INSTRUCTIONS TO FOLLOW:
Which lines in the data below contain the string "Océano"? Show each one.

Collected data:
_ _ _ _ _ _ _
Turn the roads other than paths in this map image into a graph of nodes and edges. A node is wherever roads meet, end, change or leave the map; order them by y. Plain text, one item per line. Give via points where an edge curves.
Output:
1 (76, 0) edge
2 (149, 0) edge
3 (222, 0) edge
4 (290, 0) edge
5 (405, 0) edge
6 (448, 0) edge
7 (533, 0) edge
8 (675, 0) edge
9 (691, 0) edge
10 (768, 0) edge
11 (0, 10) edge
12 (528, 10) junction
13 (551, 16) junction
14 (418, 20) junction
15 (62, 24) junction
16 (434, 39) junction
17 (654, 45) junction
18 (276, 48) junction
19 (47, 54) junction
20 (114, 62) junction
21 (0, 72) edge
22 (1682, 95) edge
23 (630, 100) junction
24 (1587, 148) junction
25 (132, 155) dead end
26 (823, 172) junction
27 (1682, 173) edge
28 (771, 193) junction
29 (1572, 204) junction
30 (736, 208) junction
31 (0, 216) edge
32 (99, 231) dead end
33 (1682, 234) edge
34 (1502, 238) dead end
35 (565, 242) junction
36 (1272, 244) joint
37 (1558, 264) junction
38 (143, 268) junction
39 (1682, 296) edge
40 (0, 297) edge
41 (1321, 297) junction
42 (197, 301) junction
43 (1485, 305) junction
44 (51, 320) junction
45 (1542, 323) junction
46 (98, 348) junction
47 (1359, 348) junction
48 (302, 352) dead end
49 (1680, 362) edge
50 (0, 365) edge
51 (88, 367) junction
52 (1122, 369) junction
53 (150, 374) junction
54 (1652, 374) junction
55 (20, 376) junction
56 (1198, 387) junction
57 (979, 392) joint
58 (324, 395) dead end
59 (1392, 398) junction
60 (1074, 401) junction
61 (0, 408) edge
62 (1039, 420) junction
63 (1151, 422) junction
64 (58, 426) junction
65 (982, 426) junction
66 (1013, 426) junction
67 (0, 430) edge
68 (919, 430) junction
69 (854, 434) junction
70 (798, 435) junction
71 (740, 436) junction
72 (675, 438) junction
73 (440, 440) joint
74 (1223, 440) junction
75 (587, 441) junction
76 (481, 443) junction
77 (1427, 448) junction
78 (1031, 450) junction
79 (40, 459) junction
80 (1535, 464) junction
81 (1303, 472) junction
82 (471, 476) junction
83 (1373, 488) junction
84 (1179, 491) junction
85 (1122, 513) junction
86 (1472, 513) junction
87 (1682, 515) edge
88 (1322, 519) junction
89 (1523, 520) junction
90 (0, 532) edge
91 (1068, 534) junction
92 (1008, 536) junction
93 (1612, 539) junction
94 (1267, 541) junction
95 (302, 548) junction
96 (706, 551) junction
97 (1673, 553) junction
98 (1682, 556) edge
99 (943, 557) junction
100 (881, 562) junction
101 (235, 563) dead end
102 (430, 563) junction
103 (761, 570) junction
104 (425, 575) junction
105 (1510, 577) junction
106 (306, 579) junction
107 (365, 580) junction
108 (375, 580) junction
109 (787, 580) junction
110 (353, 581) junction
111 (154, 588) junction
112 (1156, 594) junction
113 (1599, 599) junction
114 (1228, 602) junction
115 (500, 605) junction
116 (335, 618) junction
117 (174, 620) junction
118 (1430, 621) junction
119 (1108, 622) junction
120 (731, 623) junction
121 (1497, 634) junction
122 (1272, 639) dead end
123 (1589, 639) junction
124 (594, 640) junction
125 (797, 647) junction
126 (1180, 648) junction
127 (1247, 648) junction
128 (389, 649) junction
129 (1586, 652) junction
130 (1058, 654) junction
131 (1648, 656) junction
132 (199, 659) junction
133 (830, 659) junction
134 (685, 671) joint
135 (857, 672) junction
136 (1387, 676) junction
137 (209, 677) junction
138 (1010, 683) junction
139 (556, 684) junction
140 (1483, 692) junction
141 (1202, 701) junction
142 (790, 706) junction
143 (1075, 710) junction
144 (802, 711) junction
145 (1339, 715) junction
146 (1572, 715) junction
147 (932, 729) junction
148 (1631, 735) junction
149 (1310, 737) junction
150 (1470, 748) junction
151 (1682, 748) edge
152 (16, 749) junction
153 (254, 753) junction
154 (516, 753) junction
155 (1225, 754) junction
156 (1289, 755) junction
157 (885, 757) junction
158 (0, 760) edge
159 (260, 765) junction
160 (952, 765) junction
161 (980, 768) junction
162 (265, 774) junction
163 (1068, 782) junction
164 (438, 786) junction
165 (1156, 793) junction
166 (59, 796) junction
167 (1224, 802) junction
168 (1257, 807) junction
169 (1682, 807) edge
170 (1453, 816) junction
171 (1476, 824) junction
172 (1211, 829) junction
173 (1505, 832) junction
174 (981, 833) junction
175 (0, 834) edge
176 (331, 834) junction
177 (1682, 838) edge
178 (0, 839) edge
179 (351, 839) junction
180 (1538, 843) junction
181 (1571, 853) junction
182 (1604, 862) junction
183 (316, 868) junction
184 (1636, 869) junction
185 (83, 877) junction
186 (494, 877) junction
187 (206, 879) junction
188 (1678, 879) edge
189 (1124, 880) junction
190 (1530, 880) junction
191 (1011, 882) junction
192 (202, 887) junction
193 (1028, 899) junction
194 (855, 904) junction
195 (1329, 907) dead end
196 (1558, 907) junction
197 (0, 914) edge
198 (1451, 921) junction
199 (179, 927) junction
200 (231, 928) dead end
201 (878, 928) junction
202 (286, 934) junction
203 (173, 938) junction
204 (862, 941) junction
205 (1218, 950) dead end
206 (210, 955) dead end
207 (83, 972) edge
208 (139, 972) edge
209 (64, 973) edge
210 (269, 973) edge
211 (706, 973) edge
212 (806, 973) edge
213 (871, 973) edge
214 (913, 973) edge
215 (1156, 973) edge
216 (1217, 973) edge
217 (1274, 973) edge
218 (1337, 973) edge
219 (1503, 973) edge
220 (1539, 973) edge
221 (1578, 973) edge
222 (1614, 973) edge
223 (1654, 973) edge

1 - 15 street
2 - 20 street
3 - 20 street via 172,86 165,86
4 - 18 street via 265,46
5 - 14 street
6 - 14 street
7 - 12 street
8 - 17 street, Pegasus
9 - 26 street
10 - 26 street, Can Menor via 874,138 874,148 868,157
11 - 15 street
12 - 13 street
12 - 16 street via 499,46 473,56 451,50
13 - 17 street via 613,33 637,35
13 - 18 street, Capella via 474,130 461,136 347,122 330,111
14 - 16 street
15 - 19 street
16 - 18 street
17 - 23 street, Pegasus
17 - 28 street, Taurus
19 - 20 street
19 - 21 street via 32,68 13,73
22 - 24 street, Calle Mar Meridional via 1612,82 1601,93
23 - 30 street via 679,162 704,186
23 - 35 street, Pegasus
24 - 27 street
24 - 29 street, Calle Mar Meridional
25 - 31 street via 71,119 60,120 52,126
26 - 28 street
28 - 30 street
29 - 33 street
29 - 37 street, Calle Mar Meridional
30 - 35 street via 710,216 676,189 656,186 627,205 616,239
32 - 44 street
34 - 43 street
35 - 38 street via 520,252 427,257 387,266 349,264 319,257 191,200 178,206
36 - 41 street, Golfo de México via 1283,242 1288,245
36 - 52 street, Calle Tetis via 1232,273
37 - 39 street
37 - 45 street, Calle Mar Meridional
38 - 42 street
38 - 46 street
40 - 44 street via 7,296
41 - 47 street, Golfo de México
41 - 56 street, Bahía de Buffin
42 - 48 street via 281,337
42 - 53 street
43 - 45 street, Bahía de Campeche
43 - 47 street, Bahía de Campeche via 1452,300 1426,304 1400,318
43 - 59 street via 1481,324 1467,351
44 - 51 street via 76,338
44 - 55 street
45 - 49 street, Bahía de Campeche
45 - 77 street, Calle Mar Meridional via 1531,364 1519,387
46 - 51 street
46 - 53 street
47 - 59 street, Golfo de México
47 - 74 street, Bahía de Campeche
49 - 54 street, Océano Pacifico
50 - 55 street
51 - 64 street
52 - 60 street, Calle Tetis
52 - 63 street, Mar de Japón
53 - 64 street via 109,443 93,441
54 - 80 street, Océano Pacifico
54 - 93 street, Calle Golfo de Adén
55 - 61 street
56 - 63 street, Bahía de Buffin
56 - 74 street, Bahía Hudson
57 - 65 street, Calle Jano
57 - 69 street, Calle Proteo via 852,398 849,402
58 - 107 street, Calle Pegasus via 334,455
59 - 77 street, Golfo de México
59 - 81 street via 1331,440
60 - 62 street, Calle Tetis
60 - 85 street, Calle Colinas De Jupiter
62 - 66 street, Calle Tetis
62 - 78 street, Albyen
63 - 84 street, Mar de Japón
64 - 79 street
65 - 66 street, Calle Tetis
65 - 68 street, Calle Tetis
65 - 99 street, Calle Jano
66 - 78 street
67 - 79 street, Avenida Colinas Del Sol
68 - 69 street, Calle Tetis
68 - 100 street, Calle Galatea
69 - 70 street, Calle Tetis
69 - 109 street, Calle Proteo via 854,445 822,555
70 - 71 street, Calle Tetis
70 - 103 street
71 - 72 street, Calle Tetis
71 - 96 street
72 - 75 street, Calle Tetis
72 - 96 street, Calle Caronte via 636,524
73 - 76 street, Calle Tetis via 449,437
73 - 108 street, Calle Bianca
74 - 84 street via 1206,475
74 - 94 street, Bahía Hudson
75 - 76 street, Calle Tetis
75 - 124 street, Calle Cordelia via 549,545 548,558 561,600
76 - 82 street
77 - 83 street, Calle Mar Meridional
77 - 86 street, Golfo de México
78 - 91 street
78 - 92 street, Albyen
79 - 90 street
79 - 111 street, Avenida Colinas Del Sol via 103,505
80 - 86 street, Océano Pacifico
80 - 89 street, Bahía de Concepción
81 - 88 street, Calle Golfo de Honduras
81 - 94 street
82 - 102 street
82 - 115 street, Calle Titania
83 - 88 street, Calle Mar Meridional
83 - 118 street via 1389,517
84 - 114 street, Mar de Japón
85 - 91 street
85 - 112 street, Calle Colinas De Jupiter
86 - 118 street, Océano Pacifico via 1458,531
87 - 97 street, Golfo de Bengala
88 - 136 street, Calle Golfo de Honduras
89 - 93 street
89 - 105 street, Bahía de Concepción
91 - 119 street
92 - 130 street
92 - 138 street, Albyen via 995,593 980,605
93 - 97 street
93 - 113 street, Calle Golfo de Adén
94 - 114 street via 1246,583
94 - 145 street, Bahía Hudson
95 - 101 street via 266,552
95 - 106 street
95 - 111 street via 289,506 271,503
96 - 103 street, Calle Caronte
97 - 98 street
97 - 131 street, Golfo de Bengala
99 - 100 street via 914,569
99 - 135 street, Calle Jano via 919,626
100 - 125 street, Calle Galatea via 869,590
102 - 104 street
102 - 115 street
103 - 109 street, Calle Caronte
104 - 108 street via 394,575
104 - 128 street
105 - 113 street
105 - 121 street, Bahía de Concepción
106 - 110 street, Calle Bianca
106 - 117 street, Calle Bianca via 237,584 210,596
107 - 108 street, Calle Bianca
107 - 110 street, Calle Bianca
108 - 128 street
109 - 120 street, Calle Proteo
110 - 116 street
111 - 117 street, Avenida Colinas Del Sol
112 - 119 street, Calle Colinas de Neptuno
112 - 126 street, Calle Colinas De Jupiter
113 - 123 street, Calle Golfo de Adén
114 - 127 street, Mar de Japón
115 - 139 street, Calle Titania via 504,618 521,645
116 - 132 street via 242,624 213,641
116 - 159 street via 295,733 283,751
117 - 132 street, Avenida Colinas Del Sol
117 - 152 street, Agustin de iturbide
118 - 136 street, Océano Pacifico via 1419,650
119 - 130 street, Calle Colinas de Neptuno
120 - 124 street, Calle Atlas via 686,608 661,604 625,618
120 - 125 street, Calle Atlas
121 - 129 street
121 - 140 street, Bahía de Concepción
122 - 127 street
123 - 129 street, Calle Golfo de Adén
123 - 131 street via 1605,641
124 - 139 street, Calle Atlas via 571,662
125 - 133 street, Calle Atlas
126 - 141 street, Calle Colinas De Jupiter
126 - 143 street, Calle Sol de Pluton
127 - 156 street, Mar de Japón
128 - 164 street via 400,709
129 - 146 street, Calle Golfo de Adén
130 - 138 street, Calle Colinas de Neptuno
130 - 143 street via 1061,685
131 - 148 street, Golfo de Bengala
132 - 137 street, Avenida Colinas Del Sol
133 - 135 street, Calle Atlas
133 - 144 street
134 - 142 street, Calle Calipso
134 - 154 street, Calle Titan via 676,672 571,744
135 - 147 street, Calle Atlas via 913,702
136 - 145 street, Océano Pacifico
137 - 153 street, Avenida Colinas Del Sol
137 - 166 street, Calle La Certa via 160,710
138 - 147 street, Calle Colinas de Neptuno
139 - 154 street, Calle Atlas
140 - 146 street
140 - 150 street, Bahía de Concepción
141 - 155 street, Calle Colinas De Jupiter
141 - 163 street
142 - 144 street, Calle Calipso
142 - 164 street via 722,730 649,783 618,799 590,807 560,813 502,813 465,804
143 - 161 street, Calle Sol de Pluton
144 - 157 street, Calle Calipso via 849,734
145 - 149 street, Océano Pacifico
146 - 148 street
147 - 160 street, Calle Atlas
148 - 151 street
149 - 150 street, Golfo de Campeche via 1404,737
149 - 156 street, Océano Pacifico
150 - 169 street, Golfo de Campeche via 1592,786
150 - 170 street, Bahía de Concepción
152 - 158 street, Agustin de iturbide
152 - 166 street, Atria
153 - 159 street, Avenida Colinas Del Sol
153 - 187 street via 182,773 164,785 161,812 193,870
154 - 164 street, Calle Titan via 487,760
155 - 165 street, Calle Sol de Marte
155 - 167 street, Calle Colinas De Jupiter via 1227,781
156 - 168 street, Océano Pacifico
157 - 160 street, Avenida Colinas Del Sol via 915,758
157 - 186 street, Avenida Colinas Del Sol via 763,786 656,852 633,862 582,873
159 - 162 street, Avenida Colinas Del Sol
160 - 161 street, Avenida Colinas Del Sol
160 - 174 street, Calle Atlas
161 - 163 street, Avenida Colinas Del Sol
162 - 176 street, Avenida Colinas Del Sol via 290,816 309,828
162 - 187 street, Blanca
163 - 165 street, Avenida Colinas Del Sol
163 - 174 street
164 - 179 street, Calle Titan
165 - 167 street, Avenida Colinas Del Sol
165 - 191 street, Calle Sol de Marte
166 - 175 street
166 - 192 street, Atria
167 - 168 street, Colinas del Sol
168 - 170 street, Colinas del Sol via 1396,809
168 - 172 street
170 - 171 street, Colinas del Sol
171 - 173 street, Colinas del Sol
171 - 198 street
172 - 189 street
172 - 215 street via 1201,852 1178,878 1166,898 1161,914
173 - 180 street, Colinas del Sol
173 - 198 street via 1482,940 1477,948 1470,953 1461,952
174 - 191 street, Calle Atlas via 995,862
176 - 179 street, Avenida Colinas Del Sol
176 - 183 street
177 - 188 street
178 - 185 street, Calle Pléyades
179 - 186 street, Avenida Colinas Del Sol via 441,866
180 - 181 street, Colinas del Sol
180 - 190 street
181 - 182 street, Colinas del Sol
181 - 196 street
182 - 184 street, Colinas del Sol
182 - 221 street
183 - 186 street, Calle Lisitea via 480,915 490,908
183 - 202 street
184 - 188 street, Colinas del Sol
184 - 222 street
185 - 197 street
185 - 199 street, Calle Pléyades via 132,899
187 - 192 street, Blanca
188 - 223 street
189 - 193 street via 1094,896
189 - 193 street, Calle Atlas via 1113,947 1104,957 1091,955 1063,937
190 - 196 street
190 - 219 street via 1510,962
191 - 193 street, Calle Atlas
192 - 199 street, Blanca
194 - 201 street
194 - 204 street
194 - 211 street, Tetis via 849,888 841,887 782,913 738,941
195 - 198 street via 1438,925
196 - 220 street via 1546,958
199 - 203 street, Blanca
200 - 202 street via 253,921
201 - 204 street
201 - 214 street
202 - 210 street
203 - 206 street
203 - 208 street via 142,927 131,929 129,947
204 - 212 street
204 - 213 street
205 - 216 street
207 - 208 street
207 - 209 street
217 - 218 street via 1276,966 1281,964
_ _ _ _ _ _ _
YOUR SOLUTION:
49 - 54 street, Océano Pacifico
54 - 80 street, Océano Pacifico
80 - 86 street, Océano Pacifico
86 - 118 street, Océano Pacifico via 1458,531
118 - 136 street, Océano Pacifico via 1419,650
136 - 145 street, Océano Pacifico
145 - 149 street, Océano Pacifico
149 - 156 street, Océano Pacifico
156 - 168 street, Océano Pacifico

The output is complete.